Tamborileó con los dedos en la silla del escritorio, suspiró, se frotó los ojos y después se echó hacia delante y trató de concentrarse de nuevo. No funcionó. Llevaba toda la tarde intentando concentrarse. Normalmente eso no era un problema. Habitualmente trabajaba bien después de cenar, estaba todo en silencio y no había clientes, ni llamadas de teléfono, ni papeles que firmar o cualquier otra clase de distracción. Esa noche no era así.
Esa noche cada vez que trataba de dirigir su mente hacia donde podría el pronto ex marido de Teresa Holton tener bienes ocultos que todo el mundo sabía que tenía, su mente, no, peor, sus hormonas, tenían otra idea: querían concentrarse en Natalie.
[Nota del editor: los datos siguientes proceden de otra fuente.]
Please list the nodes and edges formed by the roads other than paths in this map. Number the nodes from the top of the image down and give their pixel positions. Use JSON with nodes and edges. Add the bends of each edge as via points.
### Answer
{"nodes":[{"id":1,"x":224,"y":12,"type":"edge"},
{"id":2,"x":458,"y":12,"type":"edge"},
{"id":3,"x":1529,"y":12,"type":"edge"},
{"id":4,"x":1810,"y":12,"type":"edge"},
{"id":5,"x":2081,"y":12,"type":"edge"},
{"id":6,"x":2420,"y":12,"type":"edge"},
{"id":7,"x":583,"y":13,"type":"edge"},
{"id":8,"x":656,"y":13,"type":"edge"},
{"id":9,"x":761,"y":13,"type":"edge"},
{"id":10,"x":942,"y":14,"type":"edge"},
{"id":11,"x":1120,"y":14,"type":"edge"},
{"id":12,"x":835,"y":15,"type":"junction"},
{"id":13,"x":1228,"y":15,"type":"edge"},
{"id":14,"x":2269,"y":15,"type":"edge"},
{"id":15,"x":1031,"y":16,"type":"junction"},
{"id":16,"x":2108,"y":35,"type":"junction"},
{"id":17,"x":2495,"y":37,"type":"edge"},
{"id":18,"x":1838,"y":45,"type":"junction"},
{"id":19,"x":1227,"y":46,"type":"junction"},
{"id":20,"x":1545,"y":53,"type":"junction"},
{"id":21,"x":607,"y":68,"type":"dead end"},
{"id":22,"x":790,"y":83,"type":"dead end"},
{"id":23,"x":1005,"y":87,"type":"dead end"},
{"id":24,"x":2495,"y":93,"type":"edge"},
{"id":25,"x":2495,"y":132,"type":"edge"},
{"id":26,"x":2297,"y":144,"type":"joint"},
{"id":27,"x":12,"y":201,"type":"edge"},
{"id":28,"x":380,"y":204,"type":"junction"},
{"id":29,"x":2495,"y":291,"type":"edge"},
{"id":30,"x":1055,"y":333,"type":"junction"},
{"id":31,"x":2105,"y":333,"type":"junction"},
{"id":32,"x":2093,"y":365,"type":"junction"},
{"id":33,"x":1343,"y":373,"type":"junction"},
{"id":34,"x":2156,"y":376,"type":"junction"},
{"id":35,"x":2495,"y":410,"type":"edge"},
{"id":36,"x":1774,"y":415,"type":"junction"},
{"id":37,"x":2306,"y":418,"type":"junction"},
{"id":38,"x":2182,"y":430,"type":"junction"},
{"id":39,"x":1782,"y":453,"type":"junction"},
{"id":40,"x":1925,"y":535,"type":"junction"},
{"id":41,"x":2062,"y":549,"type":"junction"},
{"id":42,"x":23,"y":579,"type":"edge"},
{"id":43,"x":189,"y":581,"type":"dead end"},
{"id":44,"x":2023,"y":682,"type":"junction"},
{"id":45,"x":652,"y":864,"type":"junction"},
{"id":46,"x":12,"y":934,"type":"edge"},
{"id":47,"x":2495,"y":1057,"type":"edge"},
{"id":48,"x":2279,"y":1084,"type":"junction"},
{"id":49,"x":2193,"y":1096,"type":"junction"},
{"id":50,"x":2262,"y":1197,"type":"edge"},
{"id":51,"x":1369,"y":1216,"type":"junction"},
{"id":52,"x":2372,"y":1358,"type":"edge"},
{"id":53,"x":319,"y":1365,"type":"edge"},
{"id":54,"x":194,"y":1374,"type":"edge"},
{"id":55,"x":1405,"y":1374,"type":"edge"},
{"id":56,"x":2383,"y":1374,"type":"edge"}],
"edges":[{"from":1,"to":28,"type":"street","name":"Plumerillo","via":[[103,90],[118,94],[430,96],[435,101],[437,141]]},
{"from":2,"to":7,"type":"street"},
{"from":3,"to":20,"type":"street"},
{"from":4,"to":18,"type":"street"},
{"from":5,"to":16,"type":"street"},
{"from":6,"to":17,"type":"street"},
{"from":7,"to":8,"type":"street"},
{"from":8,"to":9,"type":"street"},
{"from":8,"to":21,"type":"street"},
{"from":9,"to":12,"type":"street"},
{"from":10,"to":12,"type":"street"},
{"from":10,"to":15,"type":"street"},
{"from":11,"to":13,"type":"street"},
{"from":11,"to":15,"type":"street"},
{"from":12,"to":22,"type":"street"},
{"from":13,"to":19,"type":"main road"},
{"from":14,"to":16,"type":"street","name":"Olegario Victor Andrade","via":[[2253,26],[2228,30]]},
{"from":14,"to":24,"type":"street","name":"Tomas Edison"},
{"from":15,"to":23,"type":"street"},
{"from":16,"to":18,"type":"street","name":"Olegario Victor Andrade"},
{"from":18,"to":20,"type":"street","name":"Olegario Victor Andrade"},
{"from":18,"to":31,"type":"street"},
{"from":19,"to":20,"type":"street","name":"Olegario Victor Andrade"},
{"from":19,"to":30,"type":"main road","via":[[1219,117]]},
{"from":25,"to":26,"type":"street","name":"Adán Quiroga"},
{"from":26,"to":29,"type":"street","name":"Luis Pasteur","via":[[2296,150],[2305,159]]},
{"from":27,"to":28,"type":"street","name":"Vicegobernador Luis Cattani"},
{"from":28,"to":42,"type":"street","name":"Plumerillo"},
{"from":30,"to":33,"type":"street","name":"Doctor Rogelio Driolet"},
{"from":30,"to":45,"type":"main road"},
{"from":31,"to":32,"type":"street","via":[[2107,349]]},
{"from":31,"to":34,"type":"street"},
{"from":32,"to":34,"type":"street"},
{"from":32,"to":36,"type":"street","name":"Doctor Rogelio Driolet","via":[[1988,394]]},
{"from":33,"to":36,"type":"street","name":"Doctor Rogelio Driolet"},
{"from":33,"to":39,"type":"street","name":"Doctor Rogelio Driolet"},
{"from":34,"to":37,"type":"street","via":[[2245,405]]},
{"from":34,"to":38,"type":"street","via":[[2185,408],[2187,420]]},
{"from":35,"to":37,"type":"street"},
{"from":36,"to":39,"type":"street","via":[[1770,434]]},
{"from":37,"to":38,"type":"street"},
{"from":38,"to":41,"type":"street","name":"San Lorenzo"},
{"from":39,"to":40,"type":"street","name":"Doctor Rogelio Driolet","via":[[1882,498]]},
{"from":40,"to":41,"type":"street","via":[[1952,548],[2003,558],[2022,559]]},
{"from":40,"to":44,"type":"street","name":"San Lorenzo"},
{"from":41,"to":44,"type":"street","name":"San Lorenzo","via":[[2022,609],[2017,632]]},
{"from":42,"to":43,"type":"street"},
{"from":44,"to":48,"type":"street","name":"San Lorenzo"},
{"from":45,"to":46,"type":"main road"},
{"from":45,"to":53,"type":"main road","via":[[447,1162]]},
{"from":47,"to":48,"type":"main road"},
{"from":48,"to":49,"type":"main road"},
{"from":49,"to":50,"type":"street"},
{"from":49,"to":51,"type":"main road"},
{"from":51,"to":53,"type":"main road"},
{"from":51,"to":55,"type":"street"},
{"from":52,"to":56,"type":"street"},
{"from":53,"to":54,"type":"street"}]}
Era porque había estado demasiado absorto en el trabajo últimamente, se dijo. Excepto por la hora o así que hacía surfpor las tardes después del trabajo, no se había tomado ni un momento libre en semanas. Sufría una deprivación hormonal. Habían pasado dos meses desde que Ella, la mujer que durante el año anterior había sido el objeto de sus atenciones, había decidido que quería ser algo más que una relación ocasional sin compromisos.
Como él no quería, algo que había dejado meridianamente claro desde el principio, había dejado que se marchara sin una sola queja. Pero no había tenido ni tiempo ni ganas de buscarle sustituta. Seguía sin tener tiempo. Y sobre las ganas… Sus hormonas se inclinaban peligrosamente hacia Natalie. No había peor mujer en el mundo para una relación sin compromisos que ella. Era la hija de su madre hasta la médula.
Aunque Laura estaba divorciada de Clayton Ross, nunca había sido ésa la idea de Laura. Había sido Clayton quien se había largado con su pasante dejando a Laura que se las arreglase sola después de veinticinco años de matrimonio. Y así lo había hecho ella, pero seguía creyendo en el matrimonio y los hijos como algo para toda la vida. Lo mismo pensaba Natalie, él lo sabía por instinto.
Resuelto agarró el lápiz y tamborileó en el escritorio tratando de estimular las neuronas. Pero sus células cerebrales no necesitaban estimulación. Tenían mucha, de sobra. Sólo que no estaba centrada en el caso Holton. Tenían otra cosa, otra persona, en quien pensar.
Lo mismo que otra parte de su anatomía.